If "Beaumarchais" shows up in a line of the material, return that line.

---- RAW DATA

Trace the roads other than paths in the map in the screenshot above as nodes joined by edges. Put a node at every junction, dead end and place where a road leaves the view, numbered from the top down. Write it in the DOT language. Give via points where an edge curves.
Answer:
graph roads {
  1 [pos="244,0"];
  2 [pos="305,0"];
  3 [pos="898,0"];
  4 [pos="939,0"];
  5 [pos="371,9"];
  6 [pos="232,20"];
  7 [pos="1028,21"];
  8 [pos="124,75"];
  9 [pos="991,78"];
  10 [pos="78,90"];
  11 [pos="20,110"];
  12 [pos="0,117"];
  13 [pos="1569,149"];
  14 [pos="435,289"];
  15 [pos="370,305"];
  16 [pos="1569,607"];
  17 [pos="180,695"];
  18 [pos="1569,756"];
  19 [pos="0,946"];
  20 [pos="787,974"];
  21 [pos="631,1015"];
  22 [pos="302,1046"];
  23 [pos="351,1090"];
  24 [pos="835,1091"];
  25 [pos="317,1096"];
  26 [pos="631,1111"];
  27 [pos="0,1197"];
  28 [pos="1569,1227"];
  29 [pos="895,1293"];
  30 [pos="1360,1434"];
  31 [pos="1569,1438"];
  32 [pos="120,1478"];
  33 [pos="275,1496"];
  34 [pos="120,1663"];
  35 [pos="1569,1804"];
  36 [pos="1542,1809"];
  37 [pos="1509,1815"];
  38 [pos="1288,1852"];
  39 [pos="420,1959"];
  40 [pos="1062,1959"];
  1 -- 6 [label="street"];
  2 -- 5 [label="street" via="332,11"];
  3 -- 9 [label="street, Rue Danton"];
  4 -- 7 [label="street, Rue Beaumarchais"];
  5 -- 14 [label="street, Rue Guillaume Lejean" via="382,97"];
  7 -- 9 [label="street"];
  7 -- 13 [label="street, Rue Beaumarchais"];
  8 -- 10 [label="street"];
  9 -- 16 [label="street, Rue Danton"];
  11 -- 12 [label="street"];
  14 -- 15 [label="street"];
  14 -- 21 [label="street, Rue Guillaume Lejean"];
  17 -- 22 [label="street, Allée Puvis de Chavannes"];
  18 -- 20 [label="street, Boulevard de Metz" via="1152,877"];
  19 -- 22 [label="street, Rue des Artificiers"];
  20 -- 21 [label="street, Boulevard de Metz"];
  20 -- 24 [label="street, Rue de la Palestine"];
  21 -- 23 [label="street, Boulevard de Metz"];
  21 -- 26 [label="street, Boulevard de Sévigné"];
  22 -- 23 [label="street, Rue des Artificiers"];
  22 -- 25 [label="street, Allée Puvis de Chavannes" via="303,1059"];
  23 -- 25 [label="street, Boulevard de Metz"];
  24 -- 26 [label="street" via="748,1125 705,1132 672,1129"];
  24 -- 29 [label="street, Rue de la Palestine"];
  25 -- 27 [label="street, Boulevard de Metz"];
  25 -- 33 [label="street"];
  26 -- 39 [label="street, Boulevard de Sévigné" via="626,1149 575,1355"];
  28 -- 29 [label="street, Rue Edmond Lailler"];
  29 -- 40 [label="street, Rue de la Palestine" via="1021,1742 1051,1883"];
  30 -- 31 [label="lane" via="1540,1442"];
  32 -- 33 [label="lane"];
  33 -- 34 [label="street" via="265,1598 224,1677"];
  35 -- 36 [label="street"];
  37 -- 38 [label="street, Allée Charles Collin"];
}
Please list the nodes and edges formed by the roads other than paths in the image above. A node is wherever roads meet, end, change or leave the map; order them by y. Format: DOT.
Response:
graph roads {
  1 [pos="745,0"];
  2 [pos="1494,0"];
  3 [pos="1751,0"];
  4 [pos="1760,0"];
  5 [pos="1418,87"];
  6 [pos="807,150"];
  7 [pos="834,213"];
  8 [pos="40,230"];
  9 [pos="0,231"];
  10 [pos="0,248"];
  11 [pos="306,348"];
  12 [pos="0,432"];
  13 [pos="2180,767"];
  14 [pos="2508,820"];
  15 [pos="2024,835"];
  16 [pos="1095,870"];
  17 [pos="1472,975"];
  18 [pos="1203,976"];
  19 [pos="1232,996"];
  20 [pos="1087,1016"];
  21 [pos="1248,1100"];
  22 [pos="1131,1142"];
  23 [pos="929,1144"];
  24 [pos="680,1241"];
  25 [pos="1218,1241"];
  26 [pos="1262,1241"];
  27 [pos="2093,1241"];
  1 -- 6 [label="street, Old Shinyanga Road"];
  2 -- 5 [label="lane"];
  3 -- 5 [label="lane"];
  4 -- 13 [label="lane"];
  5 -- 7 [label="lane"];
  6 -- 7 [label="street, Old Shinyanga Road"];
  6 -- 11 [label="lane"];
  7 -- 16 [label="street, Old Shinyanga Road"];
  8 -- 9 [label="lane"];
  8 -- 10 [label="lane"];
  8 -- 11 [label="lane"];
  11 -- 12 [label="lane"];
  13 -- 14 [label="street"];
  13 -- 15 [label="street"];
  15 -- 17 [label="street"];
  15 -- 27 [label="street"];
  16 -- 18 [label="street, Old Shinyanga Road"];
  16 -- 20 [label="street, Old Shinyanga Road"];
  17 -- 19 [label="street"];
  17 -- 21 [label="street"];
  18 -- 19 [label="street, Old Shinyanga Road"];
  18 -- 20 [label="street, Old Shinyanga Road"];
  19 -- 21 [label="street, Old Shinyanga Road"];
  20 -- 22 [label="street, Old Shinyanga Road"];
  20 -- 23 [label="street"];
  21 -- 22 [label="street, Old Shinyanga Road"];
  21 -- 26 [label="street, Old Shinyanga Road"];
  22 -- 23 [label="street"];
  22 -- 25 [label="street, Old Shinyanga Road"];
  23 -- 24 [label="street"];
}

--------

WRITTEN RESPONSE -
  4 -- 7 [label="street, Rue Beaumarchais"];
  7 -- 13 [label="street, Rue Beaumarchais"];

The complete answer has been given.